«Beten ist eine Handlung der Anbetung. Zu Gott beten heißt, an ihn denken, heißt, sich ihm nähern. Im Gebet kann man dreierlei tun: Loben, bitten und danken.
Durch das Gebet zieht der Betende die guten Geister an, die sich dem Guten, das er tun will, anschließen.»

A. Kardek
Das Buch der Geister, Nr. 659 und 662

Man ist versucht, sich über die guten Neigungen der Geister zu freuen, aber was kann «Anbetung» eines unbekannten und unkennbaren Gottes bedeuten, der noch dazu als Erstursache der von uns wahrgenommenen Phänomene erscheint?
Es versteht sich von selbst, daß der Große Uhrmacher – sogar der Große Architekt – keinen Anlaß zur Anbetung gibt, außer wenn man mit dem Wort das spontane (natürliche) Gefühl des religiösen Menschen vor dem «Heiligen» bezeichnen will.
Auf jeden Fall kann die Anbetung, von der hier die Rede ist, nicht viel mit dem christlichen Verständnis dieses Begriffs zu tun haben, das die Möglichkeit einer persönlichen Beziehung zwischen Gott und dem Betenden voraussetzt. In den Botschaften der Geister ist aber niemals explizit die Rede von einem persönlichen Gott sogar dann, wenn er oft als Subjekt eines Tätigkeitswortes genannt wird.
Daher die Fragen: an was nähert man sich beim Beten an? Zu was steigen Lob, Bitte und Dank auf?
Es hat durchaus den Anschein, daß die Geister die Sprache des christlichen Betens aufgreifen, aber um es von seinem Ziel abzubringen und seines Inhalts zu berauben.

Darüberhinaus setzt das Gebet und damit notwendigerweise auch die Anbetung die Einwohnung des Heiligen Geists voraus, denn nur er allein kann uns lehren, «im Geist und in der Wahrheit anzubeten»: «Die Stunde kommt», offenbart uns Jesus, «zu der die wahren Beter den Vater anbeten werden im Geist und in der Wahrheit; denn so will der Vater angebetet werden.» (Joh. 4, 23)

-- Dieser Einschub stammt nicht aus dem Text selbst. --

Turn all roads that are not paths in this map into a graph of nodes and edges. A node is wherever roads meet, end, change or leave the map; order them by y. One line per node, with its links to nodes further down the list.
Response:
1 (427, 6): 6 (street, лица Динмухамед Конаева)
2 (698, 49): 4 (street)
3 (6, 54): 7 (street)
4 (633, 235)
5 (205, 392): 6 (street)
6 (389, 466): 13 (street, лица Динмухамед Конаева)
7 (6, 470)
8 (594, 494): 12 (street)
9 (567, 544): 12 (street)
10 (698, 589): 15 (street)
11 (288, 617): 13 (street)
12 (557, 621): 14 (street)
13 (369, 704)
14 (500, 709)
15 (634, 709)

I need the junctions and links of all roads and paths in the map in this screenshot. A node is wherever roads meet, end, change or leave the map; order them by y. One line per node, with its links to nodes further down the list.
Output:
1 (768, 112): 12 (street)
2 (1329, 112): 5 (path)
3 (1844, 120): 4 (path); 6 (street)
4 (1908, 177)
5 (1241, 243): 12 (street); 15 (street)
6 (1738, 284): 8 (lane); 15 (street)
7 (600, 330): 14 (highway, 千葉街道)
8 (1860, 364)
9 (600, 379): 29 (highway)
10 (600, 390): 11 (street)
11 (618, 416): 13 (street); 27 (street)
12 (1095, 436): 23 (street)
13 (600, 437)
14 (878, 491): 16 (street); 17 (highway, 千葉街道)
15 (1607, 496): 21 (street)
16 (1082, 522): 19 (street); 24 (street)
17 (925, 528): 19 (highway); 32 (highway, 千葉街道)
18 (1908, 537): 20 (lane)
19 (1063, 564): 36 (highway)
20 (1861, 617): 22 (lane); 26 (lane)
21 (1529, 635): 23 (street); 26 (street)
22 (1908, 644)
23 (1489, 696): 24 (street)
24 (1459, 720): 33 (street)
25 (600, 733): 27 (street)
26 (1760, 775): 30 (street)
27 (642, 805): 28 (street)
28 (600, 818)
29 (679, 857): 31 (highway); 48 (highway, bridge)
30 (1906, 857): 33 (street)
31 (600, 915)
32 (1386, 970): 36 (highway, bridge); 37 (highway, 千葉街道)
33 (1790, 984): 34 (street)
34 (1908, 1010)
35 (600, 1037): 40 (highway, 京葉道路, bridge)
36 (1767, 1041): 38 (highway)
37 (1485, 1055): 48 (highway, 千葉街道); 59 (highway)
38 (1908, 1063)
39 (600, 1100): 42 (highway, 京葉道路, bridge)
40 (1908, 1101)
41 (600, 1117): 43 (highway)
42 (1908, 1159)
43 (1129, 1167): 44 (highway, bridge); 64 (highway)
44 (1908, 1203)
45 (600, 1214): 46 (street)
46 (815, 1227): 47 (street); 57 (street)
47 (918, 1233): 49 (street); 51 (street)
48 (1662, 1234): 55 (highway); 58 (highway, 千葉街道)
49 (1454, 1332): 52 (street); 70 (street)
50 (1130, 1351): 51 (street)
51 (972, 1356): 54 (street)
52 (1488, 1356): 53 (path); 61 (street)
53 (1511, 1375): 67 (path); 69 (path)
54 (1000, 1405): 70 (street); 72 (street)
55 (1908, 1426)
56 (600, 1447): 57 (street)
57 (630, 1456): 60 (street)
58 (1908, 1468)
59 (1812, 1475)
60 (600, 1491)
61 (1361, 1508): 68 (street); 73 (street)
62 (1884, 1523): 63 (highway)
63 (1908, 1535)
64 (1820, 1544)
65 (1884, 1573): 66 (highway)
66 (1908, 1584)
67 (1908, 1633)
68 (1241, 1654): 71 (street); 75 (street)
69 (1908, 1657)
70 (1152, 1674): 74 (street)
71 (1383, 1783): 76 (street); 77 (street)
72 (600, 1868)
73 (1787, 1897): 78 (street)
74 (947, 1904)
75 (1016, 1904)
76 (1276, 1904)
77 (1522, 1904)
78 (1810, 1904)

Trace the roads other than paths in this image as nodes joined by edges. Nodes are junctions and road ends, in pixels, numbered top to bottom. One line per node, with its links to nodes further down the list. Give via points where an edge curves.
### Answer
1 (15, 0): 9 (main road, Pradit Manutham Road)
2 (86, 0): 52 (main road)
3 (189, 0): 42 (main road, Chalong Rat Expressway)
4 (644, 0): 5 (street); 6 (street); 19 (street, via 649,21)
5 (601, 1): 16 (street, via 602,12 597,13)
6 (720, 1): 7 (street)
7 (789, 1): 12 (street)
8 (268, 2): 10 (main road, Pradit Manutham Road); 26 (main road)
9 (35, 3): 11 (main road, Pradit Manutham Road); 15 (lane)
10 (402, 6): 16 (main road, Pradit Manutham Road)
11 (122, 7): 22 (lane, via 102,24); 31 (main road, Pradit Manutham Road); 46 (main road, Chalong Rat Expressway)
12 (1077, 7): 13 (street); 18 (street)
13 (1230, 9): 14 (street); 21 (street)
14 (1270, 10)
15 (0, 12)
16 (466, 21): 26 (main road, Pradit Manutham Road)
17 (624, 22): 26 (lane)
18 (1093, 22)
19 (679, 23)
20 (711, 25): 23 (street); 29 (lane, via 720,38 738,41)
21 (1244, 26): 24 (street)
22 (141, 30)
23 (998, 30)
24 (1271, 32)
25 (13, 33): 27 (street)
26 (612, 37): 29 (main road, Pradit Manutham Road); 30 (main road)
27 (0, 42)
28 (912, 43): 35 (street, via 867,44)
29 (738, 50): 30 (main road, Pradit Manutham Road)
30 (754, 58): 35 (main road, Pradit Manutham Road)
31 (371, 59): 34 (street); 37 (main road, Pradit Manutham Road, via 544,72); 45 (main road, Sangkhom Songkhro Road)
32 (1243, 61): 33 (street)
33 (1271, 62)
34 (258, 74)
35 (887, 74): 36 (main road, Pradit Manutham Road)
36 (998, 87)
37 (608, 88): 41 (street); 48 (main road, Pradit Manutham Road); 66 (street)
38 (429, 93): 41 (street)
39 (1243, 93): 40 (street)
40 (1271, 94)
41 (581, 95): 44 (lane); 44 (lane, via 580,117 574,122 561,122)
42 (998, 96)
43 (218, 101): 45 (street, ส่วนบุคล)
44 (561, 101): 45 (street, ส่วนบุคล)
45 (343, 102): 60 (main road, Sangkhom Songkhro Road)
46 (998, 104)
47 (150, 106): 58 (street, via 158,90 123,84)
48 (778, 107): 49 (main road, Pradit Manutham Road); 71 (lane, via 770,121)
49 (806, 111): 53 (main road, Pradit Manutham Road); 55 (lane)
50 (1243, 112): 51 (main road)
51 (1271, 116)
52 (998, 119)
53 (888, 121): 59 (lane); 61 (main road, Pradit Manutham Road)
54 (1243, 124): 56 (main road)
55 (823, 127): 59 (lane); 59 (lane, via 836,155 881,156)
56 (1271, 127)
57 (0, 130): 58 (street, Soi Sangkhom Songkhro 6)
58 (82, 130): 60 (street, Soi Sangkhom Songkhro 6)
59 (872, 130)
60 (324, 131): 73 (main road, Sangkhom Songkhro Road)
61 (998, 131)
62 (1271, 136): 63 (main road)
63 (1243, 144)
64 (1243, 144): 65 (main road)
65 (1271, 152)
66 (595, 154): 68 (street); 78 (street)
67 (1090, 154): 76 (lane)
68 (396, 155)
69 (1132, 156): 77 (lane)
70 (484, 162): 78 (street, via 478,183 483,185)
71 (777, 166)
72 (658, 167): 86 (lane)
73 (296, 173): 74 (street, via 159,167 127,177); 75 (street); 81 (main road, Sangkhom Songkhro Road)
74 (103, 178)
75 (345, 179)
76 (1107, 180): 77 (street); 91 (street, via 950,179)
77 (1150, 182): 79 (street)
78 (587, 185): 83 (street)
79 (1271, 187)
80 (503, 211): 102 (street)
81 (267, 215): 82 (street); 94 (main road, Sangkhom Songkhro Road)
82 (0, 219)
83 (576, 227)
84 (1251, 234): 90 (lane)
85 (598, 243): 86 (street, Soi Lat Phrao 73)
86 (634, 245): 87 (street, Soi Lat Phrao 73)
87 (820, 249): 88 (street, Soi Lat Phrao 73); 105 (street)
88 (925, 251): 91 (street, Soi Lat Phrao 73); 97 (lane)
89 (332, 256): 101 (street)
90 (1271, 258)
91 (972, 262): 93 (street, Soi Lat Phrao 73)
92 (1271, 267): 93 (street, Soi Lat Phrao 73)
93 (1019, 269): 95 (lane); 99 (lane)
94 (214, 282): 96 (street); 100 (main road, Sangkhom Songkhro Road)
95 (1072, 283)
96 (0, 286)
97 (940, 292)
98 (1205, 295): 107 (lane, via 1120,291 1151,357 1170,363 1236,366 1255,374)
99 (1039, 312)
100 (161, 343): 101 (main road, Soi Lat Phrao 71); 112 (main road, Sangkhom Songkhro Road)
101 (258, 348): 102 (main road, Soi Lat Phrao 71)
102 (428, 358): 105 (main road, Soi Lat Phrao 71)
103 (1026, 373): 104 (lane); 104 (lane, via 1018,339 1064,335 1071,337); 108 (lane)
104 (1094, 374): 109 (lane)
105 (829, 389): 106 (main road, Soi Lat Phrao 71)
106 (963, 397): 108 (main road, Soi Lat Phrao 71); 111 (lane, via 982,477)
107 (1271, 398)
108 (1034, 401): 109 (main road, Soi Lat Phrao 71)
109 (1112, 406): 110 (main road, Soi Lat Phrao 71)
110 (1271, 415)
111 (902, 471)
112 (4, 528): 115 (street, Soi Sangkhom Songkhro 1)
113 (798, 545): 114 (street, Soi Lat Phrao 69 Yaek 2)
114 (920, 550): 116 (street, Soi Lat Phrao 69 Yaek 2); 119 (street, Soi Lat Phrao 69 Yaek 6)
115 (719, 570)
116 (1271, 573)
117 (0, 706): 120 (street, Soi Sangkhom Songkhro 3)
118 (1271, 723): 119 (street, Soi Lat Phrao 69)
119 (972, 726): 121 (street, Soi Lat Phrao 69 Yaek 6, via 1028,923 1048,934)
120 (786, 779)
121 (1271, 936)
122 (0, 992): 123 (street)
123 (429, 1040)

Wir bleiben an der Schwelle der göttlichen Welt: auf das an den unbekannten Gott gerichtete Gebet antworten die Geister, indem sie ihre Dienste anbieten.

Schließlich fällt es uns schwer zu sehen, wie der zitierte Text mit der Nr. 660 in Einklang gebracht werden kann, wo das Gebet als eine «Selbstprüfung» definiert wird. Läuft «an Gott denken» auf eine prüfende Beschäftigung mit sich selbst hinaus? Könnte es sich um eine Anspielung auf das immanente Göttliche handeln, das Ziel der Wanderung der Wandelseele, die ihre eigentliche Identität sucht?